From: "Kirill A. Shutemov" <kirill.shutemov@linux.intel.com>
To: Dave Hansen <dave@sr71.net>
Cc: "Kirill A. Shutemov" <kirill.shutemov@linux.intel.com>,
Andrea Arcangeli <aarcange@redhat.com>,
Andrew Morton <akpm@linux-foundation.org>,
Al Viro <viro@zeniv.linux.org.uk>,
Hugh Dickins <hughd@google.com>,
Wu Fengguang <fengguang.wu@intel.com>, Jan Kara <jack@suse.cz>,
Mel Gorman <mgorman@suse.de>,
linux-mm@kvack.org, Andi Kleen <ak@linux.intel.com>,
Matthew Wilcox <matthew.r.wilcox@intel.com>,
"Kirill A. Shutemov" <kirill@shutemov.name>,
Hillf Danton <dhillf@gmail.com>,
linux-fsdevel@vger.kernel.org, linux-kernel@vger.kernel.org
Subject: Re: [PATCHv2, RFC 02/30] mm: implement zero_huge_user_segment and friends
Date: Fri, 22 Mar 2013 11:21:50 +0200 (EET) [thread overview]
Message-ID: <20130322092150.5DD29E0085@blue.fi.intel.com> (raw)
In-Reply-To: <514B25F5.7020207@sr71.net>
Dave Hansen wrote:
> On 03/14/2013 10:50 AM, Kirill A. Shutemov wrote:
> > Let's add helpers to clear huge page segment(s). They provide the same
> > functionallity as zero_user_segment{,s} and zero_user, but for huge
> > pages
> ...
> > +static inline void zero_huge_user_segments(struct page *page,
> > + unsigned start1, unsigned end1,
> > + unsigned start2, unsigned end2)
> > +{
> > + zero_huge_user_segment(page, start1, end1);
> > + zero_huge_user_segment(page, start2, end2);
> > +}
>
> I'm not sure that this helper saves very much code. The one call later
> in these patches:
>
> + zero_huge_user_segments(page, 0, from,
> + from + len, HPAGE_PMD_SIZE);
>
> really only saves one line over this:
>
> zero_huge_user_segment(page, 0, from);
> zero_huge_user_segment(page, from + len,
> HPAGE_PMD_SIZE);
>
> and I think the second one is much more clear to read.

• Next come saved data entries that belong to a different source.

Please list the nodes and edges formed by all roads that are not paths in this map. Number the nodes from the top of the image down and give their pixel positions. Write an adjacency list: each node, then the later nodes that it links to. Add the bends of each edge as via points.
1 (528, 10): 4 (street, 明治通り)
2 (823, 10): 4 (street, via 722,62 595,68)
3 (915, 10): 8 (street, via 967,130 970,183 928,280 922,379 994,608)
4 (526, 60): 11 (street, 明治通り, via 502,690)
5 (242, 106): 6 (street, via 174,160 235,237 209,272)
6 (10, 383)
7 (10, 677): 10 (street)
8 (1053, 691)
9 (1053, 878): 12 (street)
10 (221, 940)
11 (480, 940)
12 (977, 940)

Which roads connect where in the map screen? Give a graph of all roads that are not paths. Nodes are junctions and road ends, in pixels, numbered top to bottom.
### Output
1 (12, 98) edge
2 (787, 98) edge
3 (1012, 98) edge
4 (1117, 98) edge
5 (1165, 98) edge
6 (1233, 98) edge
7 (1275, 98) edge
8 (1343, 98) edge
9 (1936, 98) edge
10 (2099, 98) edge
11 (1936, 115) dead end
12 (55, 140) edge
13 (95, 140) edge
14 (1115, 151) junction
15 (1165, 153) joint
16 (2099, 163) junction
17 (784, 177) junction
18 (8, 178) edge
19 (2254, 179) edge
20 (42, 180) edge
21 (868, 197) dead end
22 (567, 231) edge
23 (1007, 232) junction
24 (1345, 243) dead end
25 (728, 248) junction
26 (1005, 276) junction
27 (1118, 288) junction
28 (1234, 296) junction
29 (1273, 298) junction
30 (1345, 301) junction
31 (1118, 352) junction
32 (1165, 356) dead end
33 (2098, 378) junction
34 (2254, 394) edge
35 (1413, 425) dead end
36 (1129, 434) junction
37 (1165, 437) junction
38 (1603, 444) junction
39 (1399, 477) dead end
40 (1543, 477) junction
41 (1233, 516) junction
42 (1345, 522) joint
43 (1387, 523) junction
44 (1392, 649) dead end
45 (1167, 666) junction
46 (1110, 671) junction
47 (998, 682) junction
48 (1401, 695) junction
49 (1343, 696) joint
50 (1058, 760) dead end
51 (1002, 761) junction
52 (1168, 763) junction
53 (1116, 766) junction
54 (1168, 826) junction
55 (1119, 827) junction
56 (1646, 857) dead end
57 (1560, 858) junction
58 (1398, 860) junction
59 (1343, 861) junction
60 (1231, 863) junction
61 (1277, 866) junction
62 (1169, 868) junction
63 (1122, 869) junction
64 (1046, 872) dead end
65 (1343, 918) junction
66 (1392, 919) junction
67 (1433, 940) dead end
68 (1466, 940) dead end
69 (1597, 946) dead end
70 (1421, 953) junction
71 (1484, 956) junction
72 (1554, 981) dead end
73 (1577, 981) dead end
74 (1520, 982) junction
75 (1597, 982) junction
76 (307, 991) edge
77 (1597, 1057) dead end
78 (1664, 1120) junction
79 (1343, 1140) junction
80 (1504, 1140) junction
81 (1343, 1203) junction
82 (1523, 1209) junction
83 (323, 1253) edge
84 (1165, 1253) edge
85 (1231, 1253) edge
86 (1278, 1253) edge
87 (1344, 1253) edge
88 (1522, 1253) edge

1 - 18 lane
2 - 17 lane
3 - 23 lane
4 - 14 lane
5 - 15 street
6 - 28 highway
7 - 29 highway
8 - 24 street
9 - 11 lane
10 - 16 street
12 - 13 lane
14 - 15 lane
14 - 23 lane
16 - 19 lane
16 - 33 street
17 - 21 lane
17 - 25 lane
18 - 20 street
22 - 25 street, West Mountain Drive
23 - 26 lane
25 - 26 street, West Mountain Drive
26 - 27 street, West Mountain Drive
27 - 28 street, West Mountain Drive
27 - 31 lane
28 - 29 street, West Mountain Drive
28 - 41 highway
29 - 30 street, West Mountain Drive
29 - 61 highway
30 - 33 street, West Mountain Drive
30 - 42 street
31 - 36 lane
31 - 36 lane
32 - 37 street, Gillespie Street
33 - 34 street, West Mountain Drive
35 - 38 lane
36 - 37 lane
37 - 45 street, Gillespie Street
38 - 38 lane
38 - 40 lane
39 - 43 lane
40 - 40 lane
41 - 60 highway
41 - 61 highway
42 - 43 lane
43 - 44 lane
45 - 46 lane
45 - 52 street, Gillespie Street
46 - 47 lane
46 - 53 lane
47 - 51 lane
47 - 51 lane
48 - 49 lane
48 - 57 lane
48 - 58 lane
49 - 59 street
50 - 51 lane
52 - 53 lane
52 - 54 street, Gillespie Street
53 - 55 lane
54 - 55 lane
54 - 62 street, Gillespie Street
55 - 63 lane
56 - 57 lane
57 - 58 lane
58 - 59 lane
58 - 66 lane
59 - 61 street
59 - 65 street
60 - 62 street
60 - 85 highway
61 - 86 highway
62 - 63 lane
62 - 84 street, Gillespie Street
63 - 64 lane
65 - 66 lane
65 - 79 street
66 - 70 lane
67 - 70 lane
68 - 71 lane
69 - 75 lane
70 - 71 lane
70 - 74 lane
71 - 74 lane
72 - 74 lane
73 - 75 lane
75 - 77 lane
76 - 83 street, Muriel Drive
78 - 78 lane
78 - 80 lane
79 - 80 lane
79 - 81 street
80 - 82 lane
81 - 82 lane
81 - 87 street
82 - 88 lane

I've tried to mimic non-huge zero_user*, but, yeah, this is silly.
Will drop.
> I do see that there's a small-page variant of this, but I think that one
> was done to save doing two kmap_atomic() operations when you wanted to
> zero two separate operations. This variant doesn't have that kind of
> optimization, so it makes much less sense.
>
> > +void zero_huge_user_segment(struct page *page, unsigned start, unsigned end)
> > +{
> > + int i;
> > +
> > + BUG_ON(end < start);
> > +
> > + might_sleep();
> > +
> > + if (start == end)
> > + return;
>
> I've really got to wonder how much of an optimization this is in
> practice. Was there a specific reason this was added?
It's likely for simple_write_begin() to call zero[_huge]_user_segments()
with one of two segments start == end.
But, honestly, it was just easier to cut the corner case first and don't
bother about it in following code. ;)
> > + /* start and end are on the same small page */
> > + if ((start & PAGE_MASK) == ((end - 1) & PAGE_MASK))
> > + return zero_user_segment(page + (start >> PAGE_SHIFT),
> > + start & ~PAGE_MASK,
> > + ((end - 1) & ~PAGE_MASK) + 1);
>
> It wasn't immediately obvious to me why we need to optimize the "on the
> same page" case. I _think_ it's because using zero_user_segments()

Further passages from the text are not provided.